"A Brief History of Our Church Foods, Potlucks" by Nan Paget
| ||A BRIEF HISTORY OF OUR CHURCH FOODS, POTLUCKS|
by Nan Paget
For many years our San Francisco church has been well known for its coffee hour food. I remember our member Jeannie Allen, a Scotswoman who held the position of cook for a well-to-do Pacific Heights family. When she was praised for her delicious pastries, she would say modestly, "That's ma wurrrrk." This fits well with the Swedenborgian emphasis on uses.
During the 60's and early 70's, we often held Thursday night suppers before choir practice, mainly prepared by our choir director, Miss Jane Sugden.
In about 1991, Phyllis Bosley and I decided to create a potluck lunch on the last Sunday in January, close to Swedenborg's birthday on Jan. 29. While it was officially termed the Swedenborg's Birthday Lunch, we also called it the
Swedenborg Smorgasbord. People brought much wonderful food. It didn't have to be Swedish.
A few years later, we instituted the Cinco de Mayo lunch, on the first Sunday in May. People were invited to bring their favorite ethnic food, and wear ethnic costumes. Our choir tenor Thais always had great costumes as well as food.
Many years, though not always, we hold a third potluck in late August or September, termed the Johnny Appleseed Harvest Potluck. Members with fruit trees were invited to bring dishes created with their harvest. Sometimes we open by singing Johnny Appleseed's Grace.

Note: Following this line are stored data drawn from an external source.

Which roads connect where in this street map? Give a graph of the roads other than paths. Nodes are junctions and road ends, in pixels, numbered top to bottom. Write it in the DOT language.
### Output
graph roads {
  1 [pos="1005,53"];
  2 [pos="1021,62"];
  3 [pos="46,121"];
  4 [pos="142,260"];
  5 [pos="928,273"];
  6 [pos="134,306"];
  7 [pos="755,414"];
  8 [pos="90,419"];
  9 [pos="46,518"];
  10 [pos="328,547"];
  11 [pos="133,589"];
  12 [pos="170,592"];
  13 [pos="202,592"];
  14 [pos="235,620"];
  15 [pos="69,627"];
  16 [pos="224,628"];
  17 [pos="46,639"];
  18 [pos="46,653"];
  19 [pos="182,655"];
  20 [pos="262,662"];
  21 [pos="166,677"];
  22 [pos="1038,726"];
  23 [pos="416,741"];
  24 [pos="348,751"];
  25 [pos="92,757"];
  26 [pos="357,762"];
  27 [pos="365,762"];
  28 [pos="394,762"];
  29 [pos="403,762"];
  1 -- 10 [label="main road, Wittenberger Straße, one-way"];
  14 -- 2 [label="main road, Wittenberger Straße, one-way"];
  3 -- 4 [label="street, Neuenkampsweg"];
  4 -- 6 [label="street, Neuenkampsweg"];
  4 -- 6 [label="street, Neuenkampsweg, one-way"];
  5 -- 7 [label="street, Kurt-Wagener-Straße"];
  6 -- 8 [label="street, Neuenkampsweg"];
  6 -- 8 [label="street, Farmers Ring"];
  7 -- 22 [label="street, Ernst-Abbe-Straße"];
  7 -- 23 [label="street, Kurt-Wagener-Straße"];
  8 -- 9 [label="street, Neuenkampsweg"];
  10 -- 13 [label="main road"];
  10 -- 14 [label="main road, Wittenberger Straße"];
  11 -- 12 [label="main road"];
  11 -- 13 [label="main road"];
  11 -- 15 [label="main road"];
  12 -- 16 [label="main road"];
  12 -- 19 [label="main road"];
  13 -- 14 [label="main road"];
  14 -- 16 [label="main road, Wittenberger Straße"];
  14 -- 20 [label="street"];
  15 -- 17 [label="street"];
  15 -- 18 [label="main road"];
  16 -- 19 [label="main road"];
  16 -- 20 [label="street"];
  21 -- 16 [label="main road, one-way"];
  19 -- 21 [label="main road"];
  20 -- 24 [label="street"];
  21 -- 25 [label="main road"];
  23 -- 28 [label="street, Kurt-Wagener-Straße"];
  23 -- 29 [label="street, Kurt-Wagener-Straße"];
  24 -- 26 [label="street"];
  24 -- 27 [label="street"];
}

In 1994 we decided to create a church cookbook in time for our San Francisco centennial in July of 1995. Many current members contributed their favorite recipes, as well as those from previous members. The foreword says,
"Today, while we recognize California has its faults, we still enjoy the freedom and abundance, and we still reach out to those seeking spiritual growth and the good life-- the "wider feast" mentioned in a Swedenborgian hymn. We hope you will find these ideals reflected in this book, containing recipes from many heritages... Some reflect the simplicity of those who cook from the garden or whose busy life requires easy dishes; others are more elaborate and echo our Sunday potluck lunches where all are invited to sit down with us."
The cookbook, Food for Thought, is still available in our book area.